Task directions:
Give back all of the data exactly.

Data for review:
--

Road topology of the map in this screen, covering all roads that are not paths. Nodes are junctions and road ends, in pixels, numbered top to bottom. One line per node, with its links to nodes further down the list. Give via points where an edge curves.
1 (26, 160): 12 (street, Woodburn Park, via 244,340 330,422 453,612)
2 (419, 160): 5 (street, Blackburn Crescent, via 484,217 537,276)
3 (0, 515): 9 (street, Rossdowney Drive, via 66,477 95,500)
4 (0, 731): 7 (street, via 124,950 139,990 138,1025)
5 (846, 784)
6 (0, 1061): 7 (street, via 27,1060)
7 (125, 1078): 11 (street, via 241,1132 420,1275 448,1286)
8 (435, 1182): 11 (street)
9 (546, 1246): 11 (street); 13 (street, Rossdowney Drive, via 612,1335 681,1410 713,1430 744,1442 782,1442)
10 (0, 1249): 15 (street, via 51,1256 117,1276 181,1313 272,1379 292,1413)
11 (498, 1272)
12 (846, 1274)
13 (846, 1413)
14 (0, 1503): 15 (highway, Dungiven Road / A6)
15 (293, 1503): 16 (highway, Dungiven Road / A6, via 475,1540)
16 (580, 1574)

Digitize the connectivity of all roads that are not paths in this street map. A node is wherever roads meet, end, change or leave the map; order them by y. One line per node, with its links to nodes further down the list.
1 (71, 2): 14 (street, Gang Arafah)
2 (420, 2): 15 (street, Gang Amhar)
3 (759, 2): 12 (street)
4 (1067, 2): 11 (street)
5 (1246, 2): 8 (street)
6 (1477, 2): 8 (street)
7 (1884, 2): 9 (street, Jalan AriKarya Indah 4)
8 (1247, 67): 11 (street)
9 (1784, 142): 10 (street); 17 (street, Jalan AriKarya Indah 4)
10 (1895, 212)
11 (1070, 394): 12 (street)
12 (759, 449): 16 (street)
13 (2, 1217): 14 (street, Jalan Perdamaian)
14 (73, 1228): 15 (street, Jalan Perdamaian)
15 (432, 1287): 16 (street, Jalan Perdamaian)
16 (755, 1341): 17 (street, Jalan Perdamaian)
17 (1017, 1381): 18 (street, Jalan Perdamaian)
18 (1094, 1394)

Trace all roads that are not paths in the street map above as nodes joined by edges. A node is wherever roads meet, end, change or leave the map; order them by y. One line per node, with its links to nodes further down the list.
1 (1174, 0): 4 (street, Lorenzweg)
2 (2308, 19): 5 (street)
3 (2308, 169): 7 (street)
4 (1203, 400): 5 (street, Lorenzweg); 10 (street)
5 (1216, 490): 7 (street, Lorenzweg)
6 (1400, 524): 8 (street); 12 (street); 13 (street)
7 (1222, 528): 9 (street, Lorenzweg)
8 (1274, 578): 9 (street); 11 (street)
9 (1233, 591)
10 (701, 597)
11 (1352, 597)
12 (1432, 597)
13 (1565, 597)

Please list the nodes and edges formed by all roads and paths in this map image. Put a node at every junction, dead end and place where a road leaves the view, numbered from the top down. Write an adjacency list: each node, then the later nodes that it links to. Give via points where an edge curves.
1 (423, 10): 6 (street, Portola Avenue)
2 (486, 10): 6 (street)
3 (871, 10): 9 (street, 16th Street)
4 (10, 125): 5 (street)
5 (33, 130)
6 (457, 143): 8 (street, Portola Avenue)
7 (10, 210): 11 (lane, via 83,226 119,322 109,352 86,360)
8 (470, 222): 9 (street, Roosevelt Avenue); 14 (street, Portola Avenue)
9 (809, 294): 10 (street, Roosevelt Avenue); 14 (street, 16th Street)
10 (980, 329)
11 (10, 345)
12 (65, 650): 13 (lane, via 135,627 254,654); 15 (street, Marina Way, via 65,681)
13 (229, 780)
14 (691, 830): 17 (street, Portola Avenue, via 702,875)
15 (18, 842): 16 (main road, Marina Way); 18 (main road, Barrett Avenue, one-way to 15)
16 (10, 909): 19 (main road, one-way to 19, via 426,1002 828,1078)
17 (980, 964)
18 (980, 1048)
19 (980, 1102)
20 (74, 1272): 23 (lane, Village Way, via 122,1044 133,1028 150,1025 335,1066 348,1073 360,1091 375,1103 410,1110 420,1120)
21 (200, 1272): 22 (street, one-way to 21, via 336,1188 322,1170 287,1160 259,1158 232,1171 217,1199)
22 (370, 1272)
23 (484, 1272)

--

Output below:
Road topology of the map in this screen, covering all roads that are not paths. Nodes are junctions and road ends, in pixels, numbered top to bottom. One line per node, with its links to nodes further down the list. Give via points where an edge curves.
1 (26, 160): 12 (street, Woodburn Park, via 244,340 330,422 453,612)
2 (419, 160): 5 (street, Blackburn Crescent, via 484,217 537,276)
3 (0, 515): 9 (street, Rossdowney Drive, via 66,477 95,500)
4 (0, 731): 7 (street, via 124,950 139,990 138,1025)
5 (846, 784)
6 (0, 1061): 7 (street, via 27,1060)
7 (125, 1078): 11 (street, via 241,1132 420,1275 448,1286)
8 (435, 1182): 11 (street)
9 (546, 1246): 11 (street); 13 (street, Rossdowney Drive, via 612,1335 681,1410 713,1430 744,1442 782,1442)
10 (0, 1249): 15 (street, via 51,1256 117,1276 181,1313 272,1379 292,1413)
11 (498, 1272)
12 (846, 1274)
13 (846, 1413)
14 (0, 1503): 15 (highway, Dungiven Road / A6)
15 (293, 1503): 16 (highway, Dungiven Road / A6, via 475,1540)
16 (580, 1574)

Digitize the connectivity of all roads that are not paths in this street map. A node is wherever roads meet, end, change or leave the map; order them by y. One line per node, with its links to nodes further down the list.
1 (71, 2): 14 (street, Gang Arafah)
2 (420, 2): 15 (street, Gang Amhar)
3 (759, 2): 12 (street)
4 (1067, 2): 11 (street)
5 (1246, 2): 8 (street)
6 (1477, 2): 8 (street)
7 (1884, 2): 9 (street, Jalan AriKarya Indah 4)
8 (1247, 67): 11 (street)
9 (1784, 142): 10 (street); 17 (street, Jalan AriKarya Indah 4)
10 (1895, 212)
11 (1070, 394): 12 (street)
12 (759, 449): 16 (street)
13 (2, 1217): 14 (street, Jalan Perdamaian)
14 (73, 1228): 15 (street, Jalan Perdamaian)
15 (432, 1287): 16 (street, Jalan Perdamaian)
16 (755, 1341): 17 (street, Jalan Perdamaian)
17 (1017, 1381): 18 (street, Jalan Perdamaian)
18 (1094, 1394)

Trace all roads that are not paths in the street map above as nodes joined by edges. A node is wherever roads meet, end, change or leave the map; order them by y. One line per node, with its links to nodes further down the list.
1 (1174, 0): 4 (street, Lorenzweg)
2 (2308, 19): 5 (street)
3 (2308, 169): 7 (street)
4 (1203, 400): 5 (street, Lorenzweg); 10 (street)
5 (1216, 490): 7 (street, Lorenzweg)
6 (1400, 524): 8 (street); 12 (street); 13 (street)
7 (1222, 528): 9 (street, Lorenzweg)
8 (1274, 578): 9 (street); 11 (street)
9 (1233, 591)
10 (701, 597)
11 (1352, 597)
12 (1432, 597)
13 (1565, 597)

Please list the nodes and edges formed by all roads and paths in this map image. Put a node at every junction, dead end and place where a road leaves the view, numbered from the top down. Write an adjacency list: each node, then the later nodes that it links to. Give via points where an edge curves.
1 (423, 10): 6 (street, Portola Avenue)
2 (486, 10): 6 (street)
3 (871, 10): 9 (street, 16th Street)
4 (10, 125): 5 (street)
5 (33, 130)
6 (457, 143): 8 (street, Portola Avenue)
7 (10, 210): 11 (lane, via 83,226 119,322 109,352 86,360)
8 (470, 222): 9 (street, Roosevelt Avenue); 14 (street, Portola Avenue)
9 (809, 294): 10 (street, Roosevelt Avenue); 14 (street, 16th Street)
10 (980, 329)
11 (10, 345)
12 (65, 650): 13 (lane, via 135,627 254,654); 15 (street, Marina Way, via 65,681)
13 (229, 780)
14 (691, 830): 17 (street, Portola Avenue, via 702,875)
15 (18, 842): 16 (main road, Marina Way); 18 (main road, Barrett Avenue, one-way to 15)
16 (10, 909): 19 (main road, one-way to 19, via 426,1002 828,1078)
17 (980, 964)
18 (980, 1048)
19 (980, 1102)
20 (74, 1272): 23 (lane, Village Way, via 122,1044 133,1028 150,1025 335,1066 348,1073 360,1091 375,1103 410,1110 420,1120)
21 (200, 1272): 22 (street, one-way to 21, via 336,1188 322,1170 287,1160 259,1158 232,1171 217,1199)
22 (370, 1272)
23 (484, 1272)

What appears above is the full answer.